● TASK BRIEF: Work through the entries below and show every line in which "Stenbråtveien" is found.

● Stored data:
○ ○ ○ ○
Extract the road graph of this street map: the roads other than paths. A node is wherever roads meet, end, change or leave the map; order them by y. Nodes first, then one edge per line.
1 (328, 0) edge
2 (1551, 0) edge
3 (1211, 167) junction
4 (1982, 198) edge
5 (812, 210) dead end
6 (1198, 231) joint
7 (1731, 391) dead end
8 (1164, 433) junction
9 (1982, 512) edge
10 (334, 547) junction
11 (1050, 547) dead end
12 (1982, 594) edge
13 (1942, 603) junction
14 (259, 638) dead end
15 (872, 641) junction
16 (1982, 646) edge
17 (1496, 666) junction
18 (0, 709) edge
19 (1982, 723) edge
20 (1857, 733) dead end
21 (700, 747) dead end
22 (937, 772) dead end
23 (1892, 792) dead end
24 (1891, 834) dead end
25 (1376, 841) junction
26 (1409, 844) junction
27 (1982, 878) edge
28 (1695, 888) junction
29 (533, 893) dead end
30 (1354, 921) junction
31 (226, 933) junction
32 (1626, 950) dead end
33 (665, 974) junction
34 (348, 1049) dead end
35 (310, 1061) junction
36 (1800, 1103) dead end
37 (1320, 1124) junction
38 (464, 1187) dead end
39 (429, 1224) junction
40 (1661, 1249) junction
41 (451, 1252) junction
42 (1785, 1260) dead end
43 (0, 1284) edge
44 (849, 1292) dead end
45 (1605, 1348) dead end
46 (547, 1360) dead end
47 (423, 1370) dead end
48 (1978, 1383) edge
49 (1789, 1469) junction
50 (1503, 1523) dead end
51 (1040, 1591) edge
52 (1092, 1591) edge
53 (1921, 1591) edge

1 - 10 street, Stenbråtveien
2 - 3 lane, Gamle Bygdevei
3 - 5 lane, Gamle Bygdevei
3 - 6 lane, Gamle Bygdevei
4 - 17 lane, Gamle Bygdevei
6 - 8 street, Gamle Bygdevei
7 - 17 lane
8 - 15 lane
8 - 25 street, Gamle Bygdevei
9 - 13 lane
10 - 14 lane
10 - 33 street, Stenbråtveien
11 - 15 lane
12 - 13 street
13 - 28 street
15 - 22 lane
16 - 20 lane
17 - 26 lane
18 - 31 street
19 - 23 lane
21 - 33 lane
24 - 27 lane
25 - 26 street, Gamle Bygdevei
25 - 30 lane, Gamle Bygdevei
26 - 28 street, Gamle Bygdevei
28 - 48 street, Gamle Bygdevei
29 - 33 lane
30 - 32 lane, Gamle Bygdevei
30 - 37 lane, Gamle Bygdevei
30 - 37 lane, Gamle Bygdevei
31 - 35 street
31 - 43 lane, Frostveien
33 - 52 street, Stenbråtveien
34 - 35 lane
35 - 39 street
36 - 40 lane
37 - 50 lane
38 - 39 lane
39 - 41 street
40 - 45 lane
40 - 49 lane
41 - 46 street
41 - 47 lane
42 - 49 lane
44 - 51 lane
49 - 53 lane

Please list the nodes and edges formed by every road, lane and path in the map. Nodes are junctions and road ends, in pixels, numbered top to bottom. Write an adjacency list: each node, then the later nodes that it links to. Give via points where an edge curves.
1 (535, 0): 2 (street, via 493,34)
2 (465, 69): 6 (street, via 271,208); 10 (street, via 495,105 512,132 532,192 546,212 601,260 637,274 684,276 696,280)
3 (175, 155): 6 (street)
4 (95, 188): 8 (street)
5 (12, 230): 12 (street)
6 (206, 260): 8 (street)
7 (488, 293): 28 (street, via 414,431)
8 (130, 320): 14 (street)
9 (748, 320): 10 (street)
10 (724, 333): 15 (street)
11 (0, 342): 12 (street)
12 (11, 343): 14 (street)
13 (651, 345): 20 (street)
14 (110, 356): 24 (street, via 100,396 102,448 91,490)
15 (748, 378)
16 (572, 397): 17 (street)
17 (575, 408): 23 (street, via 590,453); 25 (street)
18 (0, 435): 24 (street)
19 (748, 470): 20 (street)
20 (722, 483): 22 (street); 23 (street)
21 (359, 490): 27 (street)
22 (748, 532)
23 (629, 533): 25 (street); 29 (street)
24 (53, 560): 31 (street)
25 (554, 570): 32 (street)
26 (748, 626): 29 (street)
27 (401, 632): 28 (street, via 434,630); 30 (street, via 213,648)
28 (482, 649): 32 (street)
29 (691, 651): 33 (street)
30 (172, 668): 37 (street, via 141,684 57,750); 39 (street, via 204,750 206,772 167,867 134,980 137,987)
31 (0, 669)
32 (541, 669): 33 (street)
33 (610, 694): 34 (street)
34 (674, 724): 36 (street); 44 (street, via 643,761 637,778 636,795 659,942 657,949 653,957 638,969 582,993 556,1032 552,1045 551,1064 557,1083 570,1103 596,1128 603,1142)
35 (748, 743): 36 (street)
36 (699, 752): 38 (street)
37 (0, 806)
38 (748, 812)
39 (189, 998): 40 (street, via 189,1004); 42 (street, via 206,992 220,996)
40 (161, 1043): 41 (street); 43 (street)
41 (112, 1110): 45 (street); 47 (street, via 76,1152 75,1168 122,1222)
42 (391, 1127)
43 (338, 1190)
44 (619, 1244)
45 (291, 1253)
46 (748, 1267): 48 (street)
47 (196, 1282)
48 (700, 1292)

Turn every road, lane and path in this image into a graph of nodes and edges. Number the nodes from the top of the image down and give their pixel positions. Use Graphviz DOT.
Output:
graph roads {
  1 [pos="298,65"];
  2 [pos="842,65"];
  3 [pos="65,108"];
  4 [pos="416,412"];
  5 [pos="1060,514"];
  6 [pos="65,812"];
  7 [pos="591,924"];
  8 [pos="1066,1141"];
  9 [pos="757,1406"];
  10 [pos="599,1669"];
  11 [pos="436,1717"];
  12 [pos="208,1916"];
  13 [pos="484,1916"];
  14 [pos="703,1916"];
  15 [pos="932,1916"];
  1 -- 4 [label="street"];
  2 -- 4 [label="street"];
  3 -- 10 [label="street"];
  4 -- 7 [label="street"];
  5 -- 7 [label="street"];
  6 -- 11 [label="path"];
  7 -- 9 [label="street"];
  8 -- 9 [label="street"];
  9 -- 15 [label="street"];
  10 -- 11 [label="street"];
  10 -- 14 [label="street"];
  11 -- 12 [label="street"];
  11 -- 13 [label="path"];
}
○ ○ ○ ○
● EXPECTED ANSWER:
1 - 10 street, Stenbråtveien
10 - 33 street, Stenbråtveien
33 - 52 street, Stenbråtveien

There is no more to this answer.